I am beginning to look at this task now.

akosiaris added subscribers: dduvall, thcipriani, jeena.

Adding Release Engineering team for their awareness and help with the integration/config repo that will be required to enable the pipeline on the repo. @BTullis first step is to clone the repo to gerrit and add .pipeline config files.

Thanks @akosiaris - I've done several things to starting kicking this off:

  • I've requested a new Gerrit repository analytics/datahub with a fork of https://github.com/linkedin/datahub/ - via the mechanism here: https://www.mediawiki.org/wiki/Gerrit/New_repositories/Requests
  • I've also bumped my request for group access to analytics in gerrit, so that I can push to it.
  • I've also requested that a long-lived branch named wmf branch be created in this repository, where we can track our changes to the codebase and rebase against master as the upstream changes are brought in.

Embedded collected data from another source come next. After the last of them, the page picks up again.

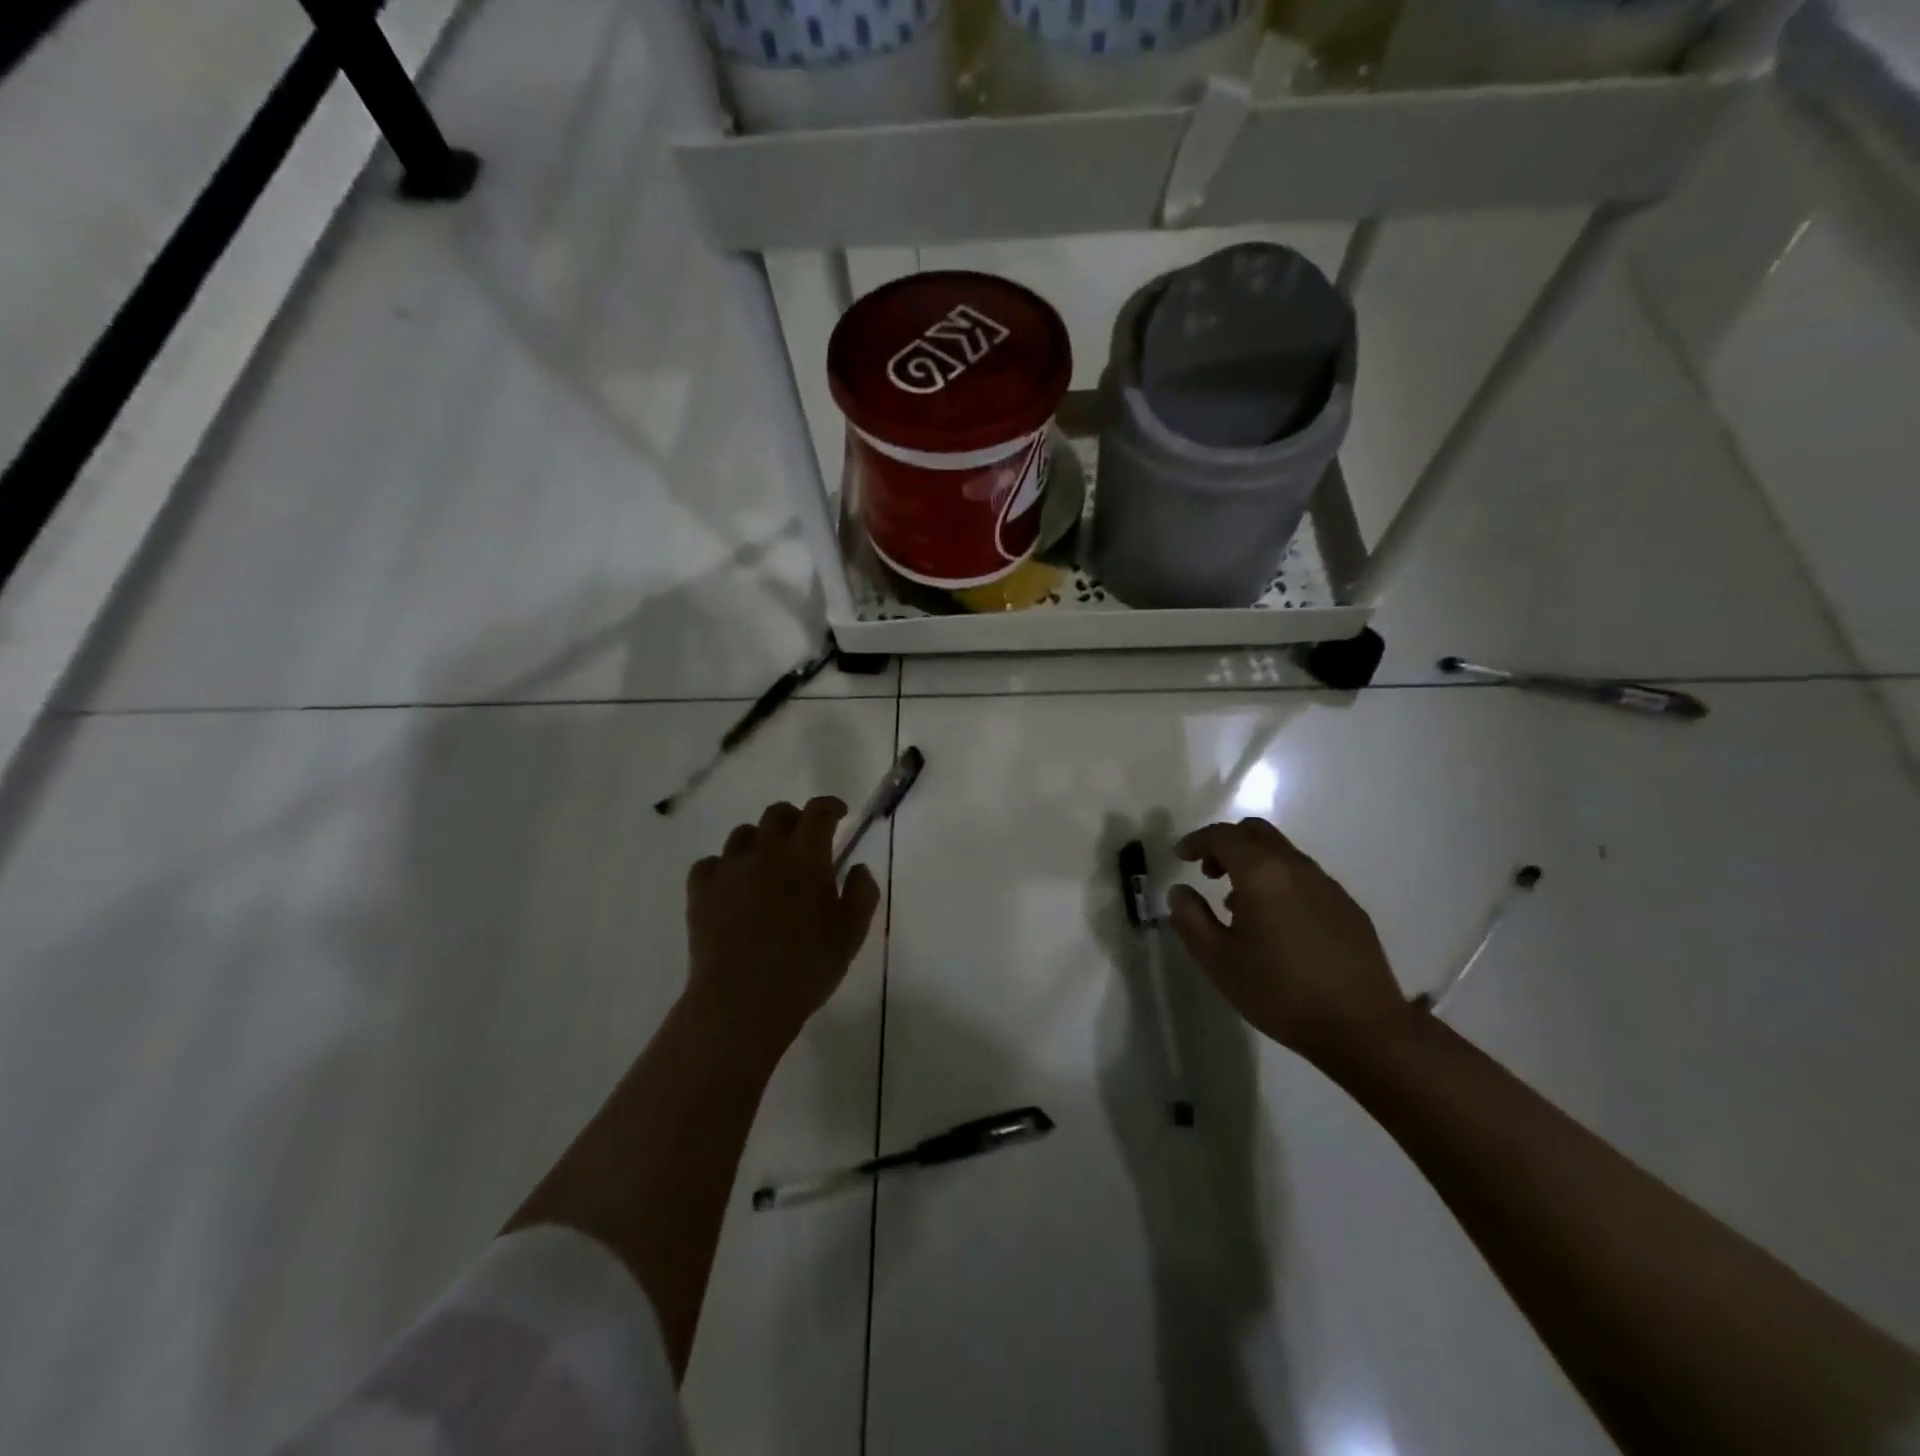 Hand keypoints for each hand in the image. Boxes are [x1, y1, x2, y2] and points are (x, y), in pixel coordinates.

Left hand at [685, 798, 881, 1057]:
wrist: (742, 1001)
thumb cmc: (806, 967)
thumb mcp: (851, 934)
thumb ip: (861, 893)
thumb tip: (858, 867)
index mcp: (806, 857)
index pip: (818, 812)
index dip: (830, 806)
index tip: (840, 814)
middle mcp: (765, 852)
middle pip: (777, 814)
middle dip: (794, 818)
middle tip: (804, 839)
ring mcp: (728, 869)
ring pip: (742, 834)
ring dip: (759, 840)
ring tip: (767, 864)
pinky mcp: (700, 892)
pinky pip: (710, 863)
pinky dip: (724, 866)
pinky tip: (732, 885)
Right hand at [1168, 818, 1409, 1067]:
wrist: (1364, 1029)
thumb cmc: (1280, 992)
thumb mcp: (1219, 961)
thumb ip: (1191, 919)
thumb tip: (1180, 892)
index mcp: (1261, 874)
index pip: (1223, 836)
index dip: (1197, 840)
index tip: (1181, 856)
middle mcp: (1296, 868)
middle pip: (1257, 833)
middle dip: (1227, 844)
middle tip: (1209, 872)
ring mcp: (1328, 886)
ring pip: (1283, 855)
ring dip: (1255, 865)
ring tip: (1239, 906)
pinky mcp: (1349, 908)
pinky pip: (1305, 879)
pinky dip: (1281, 884)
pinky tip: (1278, 926) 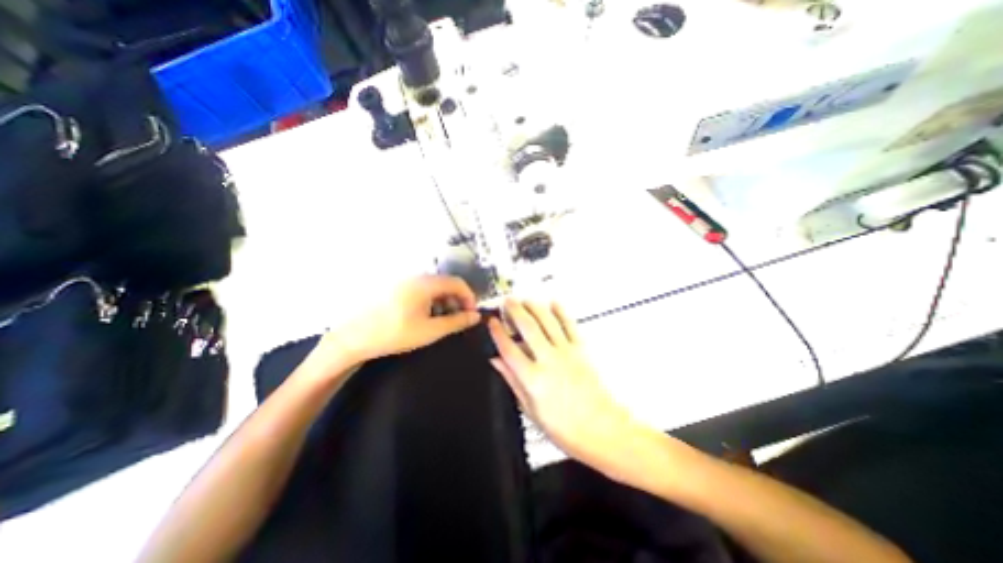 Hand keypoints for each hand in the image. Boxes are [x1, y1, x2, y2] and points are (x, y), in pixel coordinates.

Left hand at [320, 276, 479, 366]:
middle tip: (459, 320)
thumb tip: (476, 316)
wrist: (354, 337)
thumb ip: (456, 322)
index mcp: (426, 284)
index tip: (472, 314)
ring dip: (444, 302)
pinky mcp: (397, 288)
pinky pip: (422, 290)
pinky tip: (426, 317)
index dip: (469, 298)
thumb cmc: (394, 334)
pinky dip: (431, 302)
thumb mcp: (430, 331)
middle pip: (446, 284)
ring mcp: (405, 281)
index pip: (457, 283)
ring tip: (442, 321)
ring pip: (434, 288)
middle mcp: (416, 277)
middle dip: (457, 301)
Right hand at [491, 301, 646, 473]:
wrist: (603, 430)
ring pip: (546, 322)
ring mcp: (566, 353)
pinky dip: (561, 311)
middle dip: (514, 310)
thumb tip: (497, 363)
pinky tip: (554, 302)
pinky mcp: (582, 350)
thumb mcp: (531, 410)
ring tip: (525, 299)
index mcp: (533, 379)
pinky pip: (569, 325)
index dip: (498, 332)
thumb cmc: (567, 428)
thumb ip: (512, 381)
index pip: (509, 349)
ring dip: (534, 307)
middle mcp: (548, 361)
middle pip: (527, 328)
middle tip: (507, 301)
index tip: (492, 322) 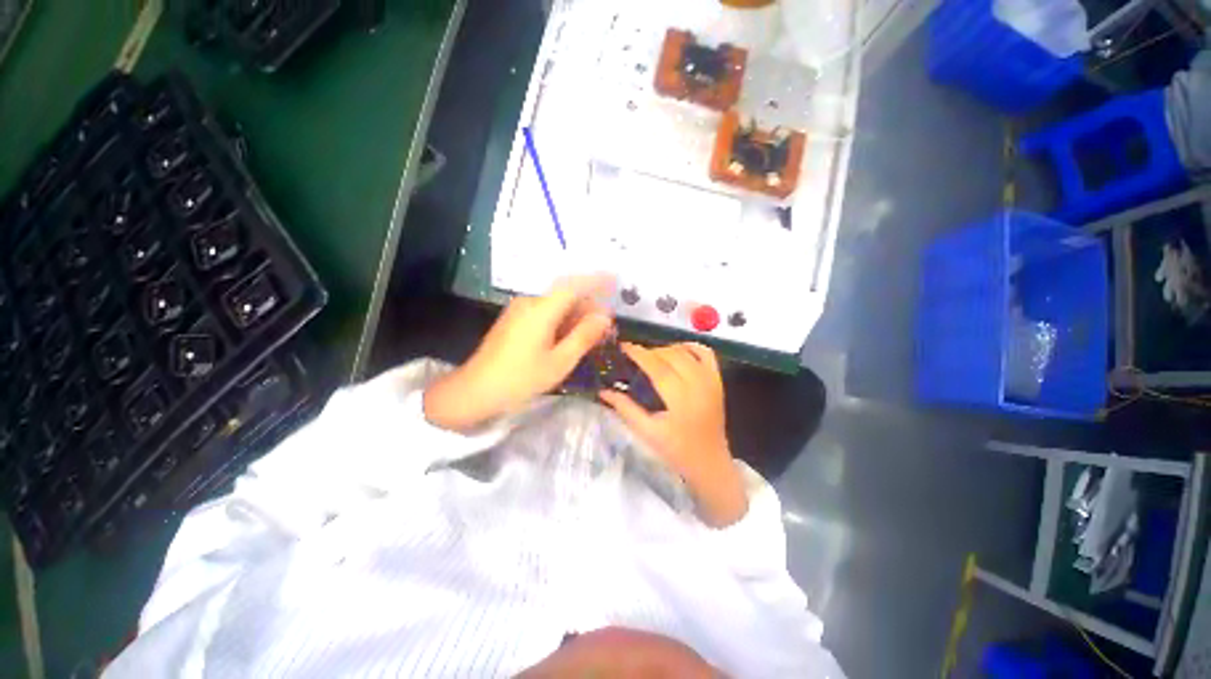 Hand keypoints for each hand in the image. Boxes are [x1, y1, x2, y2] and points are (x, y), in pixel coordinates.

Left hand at [424, 276, 614, 431]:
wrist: (475, 390)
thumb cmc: (520, 378)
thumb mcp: (559, 361)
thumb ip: (584, 336)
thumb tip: (604, 317)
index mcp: (541, 310)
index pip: (573, 285)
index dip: (596, 280)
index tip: (615, 280)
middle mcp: (529, 302)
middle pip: (565, 293)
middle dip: (589, 303)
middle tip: (607, 321)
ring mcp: (519, 310)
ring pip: (555, 303)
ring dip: (576, 313)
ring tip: (593, 331)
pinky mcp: (514, 319)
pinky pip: (545, 311)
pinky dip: (562, 319)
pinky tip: (570, 335)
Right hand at [600, 343, 747, 527]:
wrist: (709, 462)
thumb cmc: (676, 450)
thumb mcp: (647, 432)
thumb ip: (626, 409)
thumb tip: (603, 391)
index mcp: (680, 399)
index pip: (657, 367)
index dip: (639, 353)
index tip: (624, 346)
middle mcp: (698, 384)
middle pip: (671, 355)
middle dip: (650, 350)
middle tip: (634, 354)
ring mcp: (710, 380)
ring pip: (687, 351)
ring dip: (667, 348)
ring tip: (652, 355)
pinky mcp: (718, 380)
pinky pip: (706, 353)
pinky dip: (690, 346)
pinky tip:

Once we get to this point, I'll be able to create the .pipeline/blubber.yaml and .pipeline/config.yaml files in this branch.

Linking this tutorial for the deployment pipeline in case you find it helpful: https://wikitech.wikimedia.org/wiki/Deployment_pipeline/Migration/Tutorial

The repository has now been created and I have permission to push to it:
I have created the wmf branch I will begin work on the pipeline configuration now.
https://gerrit.wikimedia.org/g/analytics/datahub/+/refs/heads/wmf
Many thanks for everyone's help so far.

@BTullis I saw the task passing by, what is the goal of forking the linkedin's datahub repo? Are you interested only in https://github.com/linkedin/datahub/search?l=Dockerfile&q=docker ?

If so we could use the https://gerrit.wikimedia.org/r/admin/repos/operations/docker-images/production-images repository, and build those images directly from there. I used it for Istio/Knative/Kserve/etc.., it works really well.

@elukey - Oh right, yes that looks really useful. So this would be the intermediate step from here, right? https://wikitech.wikimedia.org/wiki/Kubernetes/Images#Production_images
Then I specify this new production image in my Blubberfile.

@elukey - Oh right, yes that looks really useful. So this would be the intermediate step from here, right? https://wikitech.wikimedia.org/wiki/Kubernetes/Images#Production_images
Then I specify this new production image in my Blubberfile.

Simpler than that - you can add your docker files (including creating one called usually build, that pulls the github repo and build go code etc..) and push your docker images directly to the registry without any blubber config or extra repo. Then in the deployment-charts repo, where you'll define the helmfile/helm config to deploy, you'll reference those images.

Blubber is useful, in my understanding, if you have to create new Docker images for services like eventgate api-gateway etc.., where you define the code and you want to wrap everything in a container/image. In this case, and correct me if I am wrong, you just need to:

  1. build the go code (or whatever) for the services outlined in the description.
  2. put the code in dedicated docker images and build them.

You can check the production-images repo for example, if you want to see go code check the kserve config. There is a build docker image that pulls the github repo and that builds the binaries, and then those are copied to other dedicated images.

@akosiaris is there any problem in avoiding the pipeline/blubber config and going through production-images instead?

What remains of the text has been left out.